# Folding Knife



## dbriski (Oct 19, 2007)

Here is a project I have been working on the past few weeks. Its a folding knife made from a kit. I made the new scales and did the file work on the spine of the blade and the thumb grip. I also polished up the blade which is a real pain, metal is a lot less forgiving than wood. This is my first knife and its for my BIL's birthday tomorrow. 


Here is the assembled stock kit (comes in pieces). 

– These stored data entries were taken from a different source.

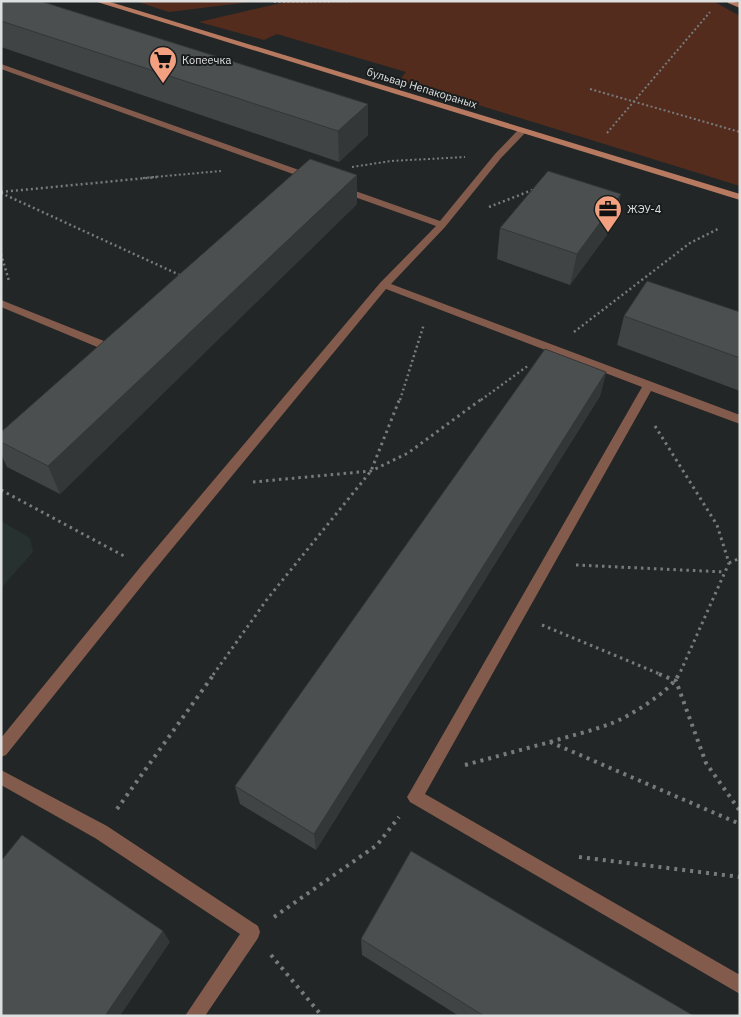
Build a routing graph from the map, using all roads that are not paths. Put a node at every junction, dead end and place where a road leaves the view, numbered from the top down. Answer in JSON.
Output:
{"nodes":[{"id":1,"x":98,"y":1,"type":"edge"},
{"id":2,"x":731,"y":1,"type":"edge"},
{"id":3,"x":740,"y":6,"type":"edge"},
{"id":4,"x":1,"y":66,"type":"edge"},
{"id":5,"x":522,"y":131,"type":"junction"},
{"id":6,"x":318,"y":180,"type":"edge"},
{"id":7,"x":336,"y":187,"type":"edge"},
{"id":8,"x":740,"y":197,"type":"edge"},
{"id":9,"x":442,"y":225,"type":"junction"},
{"id":10,"x":384,"y":285,"type":"junction"},
{"id":11,"x":1,"y":303,"type":"edge"},
{"id":12,"x":96,"y":361,"type":"edge"},
{"id":13,"x":649,"y":385,"type":"junction"},
{"id":14,"x":740,"y":420,"type":"edge"},
{"id":15,"x":1,"y":750,"type":"edge"},
{"id":16,"x":1,"y":777,"type":"edge"},
{"id":17,"x":740,"y":985,"type":"edge"},
{"id":18,"x":194,"y":1016,"type":"edge"}],
"edges":[{"from":1,"to":5,"type":"main road","name":"бульвар Непакораных"},
{"from":2,"to":3,"type":"main road"},
{"from":4,"to":6,"type":"lane"},
{"from":5,"to":8,"type":"main road","name":"бульвар Непакораных"},
{"from":5,"to":9,"type":"lane"},
{"from":7,"to":9,"type":"lane"},
{"from":9,"to":10,"type":"lane"},
{"from":10,"to":13,"type":"lane"},
{"from":10,"to":15,"type":"lane"},
{"from":11,"to":12,"type":"lane"},
{"from":13,"to":14,"type":"lane"},
{"from":13,"to":17,"type":"lane"},
{"from":16,"to":18,"type":"lane"}]}
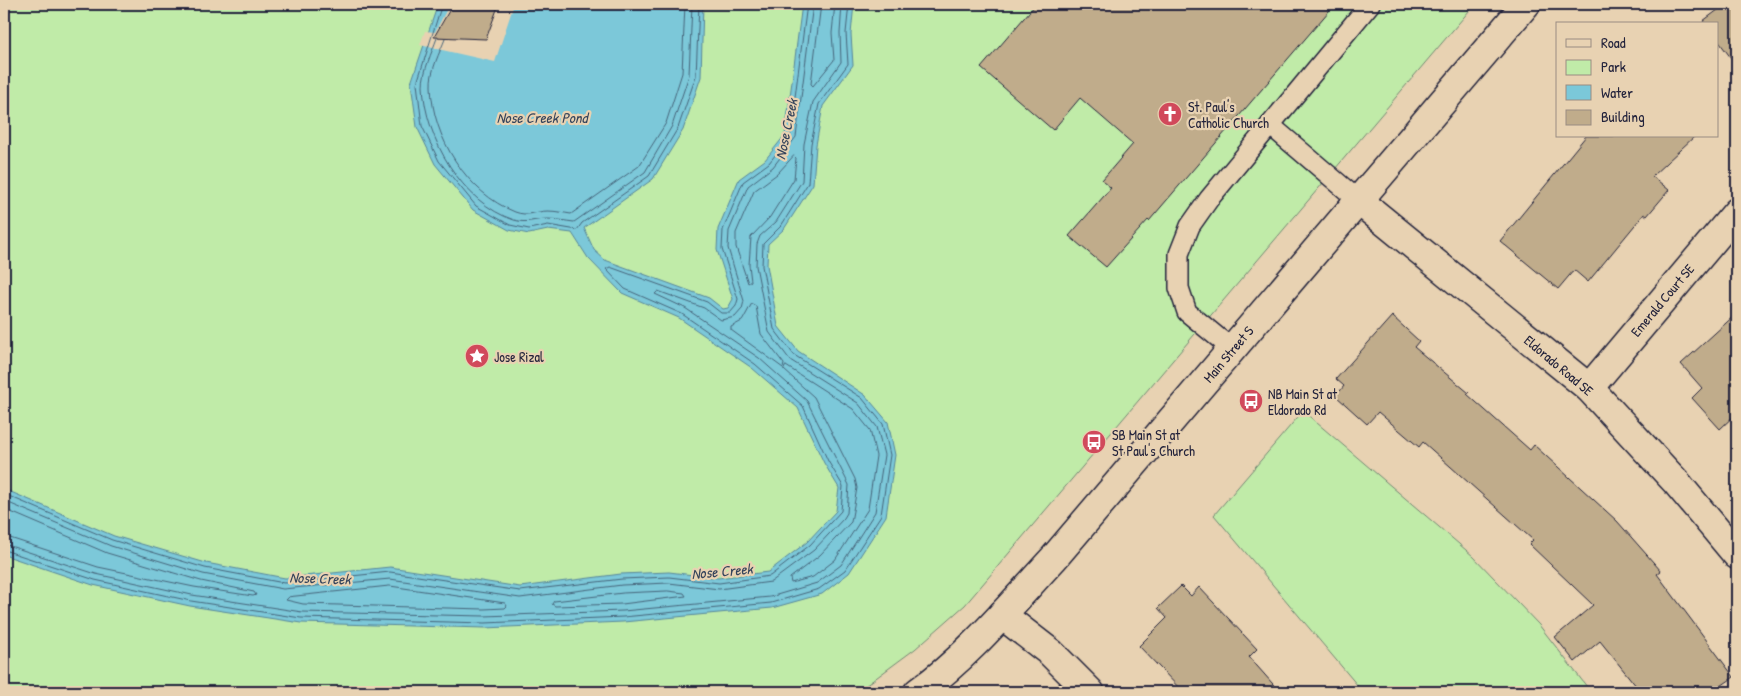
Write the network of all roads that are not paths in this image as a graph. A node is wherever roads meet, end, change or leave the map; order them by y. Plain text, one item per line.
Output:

Process of making the scales from Nolan's Red Mallee Burl.












And the finished knife













And a closeup to the file work on the spine


----------



## maxwell_smart007 (Oct 19, 2007)

From where did you order the kit for that knife?  

Andrew


----------



## Boss302 (Oct 19, 2007)

That's really a nice looking knife.  I've seen the kits but haven't had the time to try one out.  Someone here posted the knife kit web sites a short time ago.  Seeing your finished product will proably psuh me into getting one.  The finish has a very nice sheen.  What did you use?

Pat


----------



## Rifleman1776 (Oct 19, 2007)

Mighty fine. He will love it. Arkansas is the mecca for knife makers and those I know all say getting the polish on the blade is perhaps the hardest part of the process.


----------



## BUGSY (Oct 19, 2007)

knifekits.com and texas knifemakers supply .com  are probably your best 2 places to get them......WATCHOUT! THIS HOBBY CAN GET AS BAD AS PENS OR WORSE REAL EASY........I HAVE FOUND OUT THE HARD WAY  BUT LOVIN IT..BUGSY


----------



## Kalai (Oct 20, 2007)

Nice knife, great job, thanks for showing us your knife, aloha.

Chris
Kalai


----------



## johncrane (Oct 22, 2007)

Wow l like that! great job David[]


----------



## dbriski (Oct 22, 2007)

Yup like Bugsy said, I got it from Knifekits.com. This one is an FL-001.  He really loves the knife and was carrying it around all day and showing everyone.  I use a CA finish  Works for pens, its gota work for a knife.


----------



## Brewmeister35 (Oct 22, 2007)

Looks great!  I have a few I'm working on also and they are definitely addicting to make


----------



## Fred (Oct 22, 2007)

That is an excellent knife and I am sure it has sparked the interest for many of us here on the Forum.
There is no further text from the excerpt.